The $\Sigma^+\pi^-$ and $\Sigma^-\pi^+$ decay channels of the $\Lambda(1405)$ had already been studied by HADES in p+p collisions at 3.5 GeV, revealing a peak position below 1400 MeV/c$^2$ [1]. The new HADES electromagnetic calorimeter (ECAL) enables separation of the $\Lambda(1405)$ from $\Sigma(1385)$ by measuring the decay channel $\Sigma^0\pi^0$, which is not allowed for the latter. The exclusive analysis in the channel $p(4.5\;\mathrm{GeV}) + p \to p + K^+ + \Lambda(1405) \to \Sigma^0(\Lambda(p + \pi^-) + \gamma) + \pi^0(\gamma + \gamma)$ with missing $\pi^0$ is the most promising for HADES because of the largest acceptance. The main goal is to measure the line shape of $\Lambda(1405)$ and its peak position. In my presentation, I will discuss the analysis strategy and show preliminary results. The strategy and its verifications are confronted with simulation results.

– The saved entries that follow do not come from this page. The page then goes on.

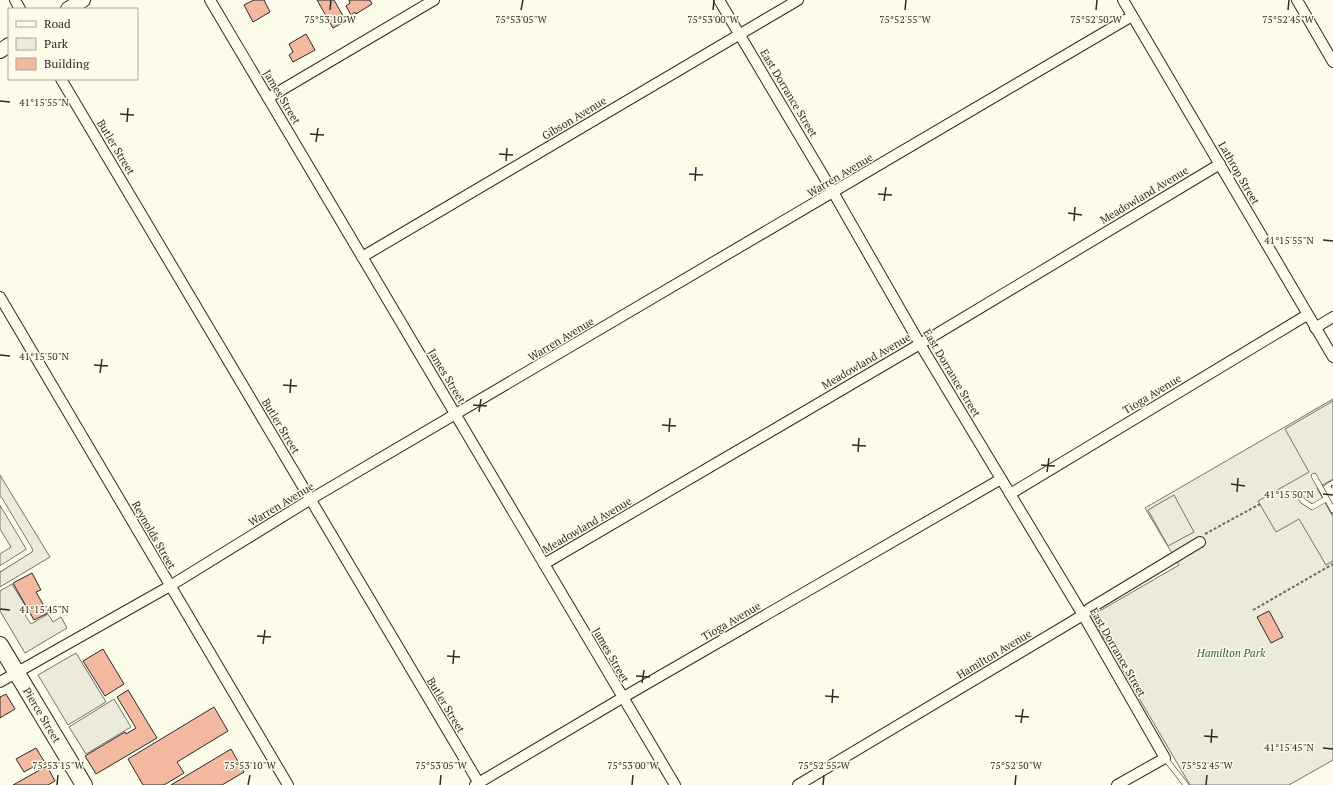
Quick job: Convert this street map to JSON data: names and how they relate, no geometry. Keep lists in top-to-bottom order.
{
  "streets": {
    "main road": ["Pierce Street"],
    "street": [
      "East Dorrance Street",
      "James Street",
      "Gibson Avenue",
      "Butler Street",
      "Lathrop Street",
      "Warren Avenue",
      "Meadowland Avenue",
      "Tioga Avenue",
      "Reynolds Street",
      "Hamilton Avenue"
    ]
  },
  "crossings": [
    ["East Dorrance Street", "Gibson Avenue"],
    ["East Dorrance Street", "Warren Avenue"],
    ["East Dorrance Street", "Meadowland Avenue"],
    ["East Dorrance Street", "Tioga Avenue"],
    ["East Dorrance Street", "Hamilton Avenue"],
    ["James Street", "Gibson Avenue"],
    ["James Street", "Warren Avenue"],
    ["James Street", "Meadowland Avenue"],
    ["James Street", "Tioga Avenue"],
    ["Butler Street", "Warren Avenue"],
    ["Butler Street", "Tioga Avenue"],
    ["Lathrop Street", "Warren Avenue"],
    ["Lathrop Street", "Meadowland Avenue"],
    ["Lathrop Street", "Tioga Avenue"],
    ["Warren Avenue", "Reynolds Street"],
    ["Warren Avenue", "Pierce Street"]
  ],
  "parks": ["Hamilton Park"],
  "legend": ["Road", "Park", "Building"],
  "coordinates": [
    "75°53'10\"W",
    "75°53'05\"W",
    "75°53'00\"W",
    "75°52'55\"W",
    "75°52'50\"W",
    "75°52'45\"W",
    "41°15'55\"N",
    "41°15'50\"N",
    "41°15'45\"N",
    "75°53'15\"W"
  ]
}
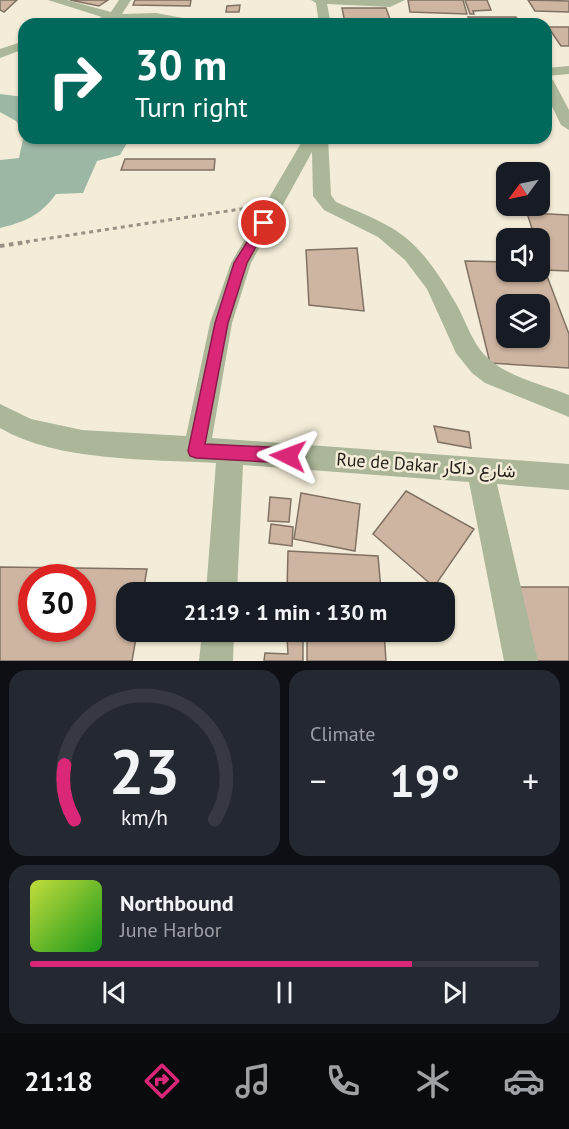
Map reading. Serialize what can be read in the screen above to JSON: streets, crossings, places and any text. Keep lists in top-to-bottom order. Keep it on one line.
{"streets":{"street":["Rue de Dakar شارع داكار"]},"north":"bottom left","page":{"turn":["30 m","Turn right"],"limit":"30","trip":"21:19 · 1 min · 130 m","tile":"Climate","heat":["−","19°","+"],"song":["Northbound","June Harbor"],"tabs":"21:18","gauge":["23","km/h"]}}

I will stress the importance of a new Forward Detector covering the very forward region ($0.5^\circ < \theta < 6^\circ$). Although it covers only a small fraction of the solid angle, it significantly increases acceptance for the hyperons.
An intermediate result of my analysis is inclusive $\Sigma^0$ production reconstructed via $\Sigma^0 \to \Lambda + \gamma$ and $\Lambda \to p + \pi^-$. The results of this analysis will be presented, too.
[1] G. Agakishiev et al., "Baryonic resonances close to the anti-KN threshold: The case of Λ(1405) in pp collision," Phys. Rev. C 87, 025201 (2013).